In Themes for English B a teacher ponders the nature of meaningful learning, both in and beyond the classroom. J.D. Scrimgeour contrasts his Ivy League education to the experiences of his students at a small public college in a faded, gritty New England city. What little Scrimgeour knows of the burdens his students bring to class—family crises, dead-end jobs, overdue bills—leaves him humbled. Fighting disenchantment with the ideals of higher education, Scrimgeour writes, “How much I owe these students, how much I have learned. They know the score; they know they are losing by a lot before the game even begins, and they shrug, as if to say, ‘What am I supposed to do, cry?'”

Scrimgeour’s obligations to his students and his hopes for them glance off each other and sometimes collide with the realities of the classroom: the unread assignments and the empty desks.
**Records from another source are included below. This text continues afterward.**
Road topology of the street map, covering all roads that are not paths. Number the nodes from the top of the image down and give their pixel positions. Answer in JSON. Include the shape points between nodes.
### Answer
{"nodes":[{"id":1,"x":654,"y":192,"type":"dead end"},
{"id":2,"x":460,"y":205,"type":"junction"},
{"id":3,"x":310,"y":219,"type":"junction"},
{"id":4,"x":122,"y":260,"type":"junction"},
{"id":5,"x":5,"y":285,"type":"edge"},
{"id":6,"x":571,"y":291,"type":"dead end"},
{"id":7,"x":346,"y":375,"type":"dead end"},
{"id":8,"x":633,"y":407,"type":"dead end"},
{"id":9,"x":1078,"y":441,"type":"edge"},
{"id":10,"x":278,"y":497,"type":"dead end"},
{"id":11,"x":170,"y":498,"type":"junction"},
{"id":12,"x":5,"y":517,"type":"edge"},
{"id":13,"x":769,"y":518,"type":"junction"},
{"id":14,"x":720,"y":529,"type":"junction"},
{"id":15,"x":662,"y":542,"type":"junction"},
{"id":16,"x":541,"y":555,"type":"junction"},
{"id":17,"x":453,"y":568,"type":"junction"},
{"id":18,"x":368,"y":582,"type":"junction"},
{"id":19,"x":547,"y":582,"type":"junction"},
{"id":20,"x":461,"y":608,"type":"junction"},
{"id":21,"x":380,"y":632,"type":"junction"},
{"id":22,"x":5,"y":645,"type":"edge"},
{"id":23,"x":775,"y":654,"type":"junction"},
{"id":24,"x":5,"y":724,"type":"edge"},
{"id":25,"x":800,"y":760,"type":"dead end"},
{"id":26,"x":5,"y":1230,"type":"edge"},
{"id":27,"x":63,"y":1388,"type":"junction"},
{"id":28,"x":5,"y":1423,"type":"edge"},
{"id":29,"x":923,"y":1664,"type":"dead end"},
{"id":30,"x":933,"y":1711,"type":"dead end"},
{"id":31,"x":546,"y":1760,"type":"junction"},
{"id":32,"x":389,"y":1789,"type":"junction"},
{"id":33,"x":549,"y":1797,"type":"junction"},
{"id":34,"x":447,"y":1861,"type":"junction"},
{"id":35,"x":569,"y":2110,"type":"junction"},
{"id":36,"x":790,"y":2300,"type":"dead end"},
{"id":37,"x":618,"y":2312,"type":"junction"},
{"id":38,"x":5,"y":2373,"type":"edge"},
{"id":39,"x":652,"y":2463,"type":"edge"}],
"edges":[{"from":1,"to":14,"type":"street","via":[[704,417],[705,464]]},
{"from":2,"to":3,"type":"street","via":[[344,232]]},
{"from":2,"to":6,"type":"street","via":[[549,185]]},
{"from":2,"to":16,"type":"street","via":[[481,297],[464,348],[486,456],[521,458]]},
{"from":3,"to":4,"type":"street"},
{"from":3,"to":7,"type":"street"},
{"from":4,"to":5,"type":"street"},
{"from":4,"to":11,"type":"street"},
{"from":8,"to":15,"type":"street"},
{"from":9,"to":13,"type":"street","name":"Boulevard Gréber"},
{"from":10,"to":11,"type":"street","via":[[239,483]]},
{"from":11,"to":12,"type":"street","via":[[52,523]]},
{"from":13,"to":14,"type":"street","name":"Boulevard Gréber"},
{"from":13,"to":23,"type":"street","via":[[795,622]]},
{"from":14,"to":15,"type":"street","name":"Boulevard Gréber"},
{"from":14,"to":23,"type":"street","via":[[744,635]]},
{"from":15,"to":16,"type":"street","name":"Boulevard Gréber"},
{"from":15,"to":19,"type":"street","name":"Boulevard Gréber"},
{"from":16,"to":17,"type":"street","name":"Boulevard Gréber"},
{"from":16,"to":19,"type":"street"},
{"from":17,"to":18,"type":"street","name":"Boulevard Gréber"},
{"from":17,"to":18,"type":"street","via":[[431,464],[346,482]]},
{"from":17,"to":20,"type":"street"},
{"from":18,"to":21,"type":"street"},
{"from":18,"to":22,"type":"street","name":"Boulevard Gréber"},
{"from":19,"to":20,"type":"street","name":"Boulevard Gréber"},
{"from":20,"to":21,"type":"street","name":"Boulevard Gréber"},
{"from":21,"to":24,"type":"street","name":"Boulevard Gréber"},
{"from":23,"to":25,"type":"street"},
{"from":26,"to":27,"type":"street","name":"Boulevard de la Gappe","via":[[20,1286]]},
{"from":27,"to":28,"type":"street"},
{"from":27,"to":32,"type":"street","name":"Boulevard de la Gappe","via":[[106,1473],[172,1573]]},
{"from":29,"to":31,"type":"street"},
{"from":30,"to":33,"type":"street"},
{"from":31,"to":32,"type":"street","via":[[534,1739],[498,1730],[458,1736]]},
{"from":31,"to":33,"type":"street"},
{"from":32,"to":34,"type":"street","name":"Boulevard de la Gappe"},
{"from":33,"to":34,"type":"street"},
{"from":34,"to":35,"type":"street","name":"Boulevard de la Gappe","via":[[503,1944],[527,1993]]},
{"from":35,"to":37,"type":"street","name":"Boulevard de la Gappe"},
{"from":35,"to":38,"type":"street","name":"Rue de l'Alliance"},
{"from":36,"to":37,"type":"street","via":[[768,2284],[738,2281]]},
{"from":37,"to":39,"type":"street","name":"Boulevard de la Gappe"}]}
Is there too great a student-teacher divide? Can Richard Wright, Langston Hughes, or any other writer Scrimgeour teaches have something to say to a single mother with a full course load, two jobs, a sick kid, and a broken car? Yes, it turns out, and it is magic when it happens.

“Writing organizes life. J.D. Scrimgeour lays his life out like themes on a desk. Here a paper on teaching; there a paper on basketball—all the papers full and rich with wonder and thought, all the themes A’s, teaching and delighting, making readers ponder their own lives.”